Eine Minute, die (nicht nur) Schule verändert

Lehrerin mit Schüler*innen im Kreis
@Getty Images


Beim Einatmen bis drei zählen. Beobachten, wie sich der Atem umkehrt. Beim Ausatmen bis fünf zählen. Solche kleinen Achtsamkeitsübungen sollen Schüler*innen – und auch Lehrkräften – helfen, den Druck aus dem Kessel zu nehmen. Denn erste Praxiserfahrungen an deutschen Schulen zeigen: Wer sich wohlfühlt, kann besser lernen und unterrichten.
 

Der eine hat verschlafen und ist noch völlig verschwitzt, weil er heute zum Schulbus rennen musste.

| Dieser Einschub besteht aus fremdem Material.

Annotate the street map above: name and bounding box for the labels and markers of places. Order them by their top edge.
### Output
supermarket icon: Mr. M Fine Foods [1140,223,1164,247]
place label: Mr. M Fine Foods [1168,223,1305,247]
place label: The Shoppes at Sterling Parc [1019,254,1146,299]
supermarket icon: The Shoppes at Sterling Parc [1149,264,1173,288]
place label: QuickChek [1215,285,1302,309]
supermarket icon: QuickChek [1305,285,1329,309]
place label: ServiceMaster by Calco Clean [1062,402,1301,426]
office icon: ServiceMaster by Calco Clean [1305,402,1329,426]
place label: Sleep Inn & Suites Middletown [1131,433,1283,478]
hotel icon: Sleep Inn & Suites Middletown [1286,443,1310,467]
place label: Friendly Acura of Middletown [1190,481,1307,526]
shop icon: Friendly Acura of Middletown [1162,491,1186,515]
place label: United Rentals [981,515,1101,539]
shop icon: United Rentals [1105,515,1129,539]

Die andere hat kurz vor Unterrichtsbeginn eine Nachricht von dem süßen Jungen aus der Parallelklasse erhalten und kann an nichts anderes mehr denken. Der dritte ist ganz nervös, weil in der nächsten Stunde eine wichtige Klassenarbeit ansteht. Die Lehrerin, die das Curriculum im Kopf hat und den Stoff durchbringen will, begrüßt die Schüler*innen nur kurz, legt gleich los und ist schnell frustriert. „Ihr müsst euch besser konzentrieren“, sagt sie. „Hast du mir überhaupt zugehört?“ „Warum hast du deinen Hefter noch nicht ausgepackt?“ – Szenen wie diese finden tagtäglich in deutschen Klassenzimmern statt. Die pandemiebedingten Lockdowns und Schulschließungen, so scheint es, haben den Druck an den Schulen sogar noch erhöht – und auch die Versagensängste der Schüler*innen.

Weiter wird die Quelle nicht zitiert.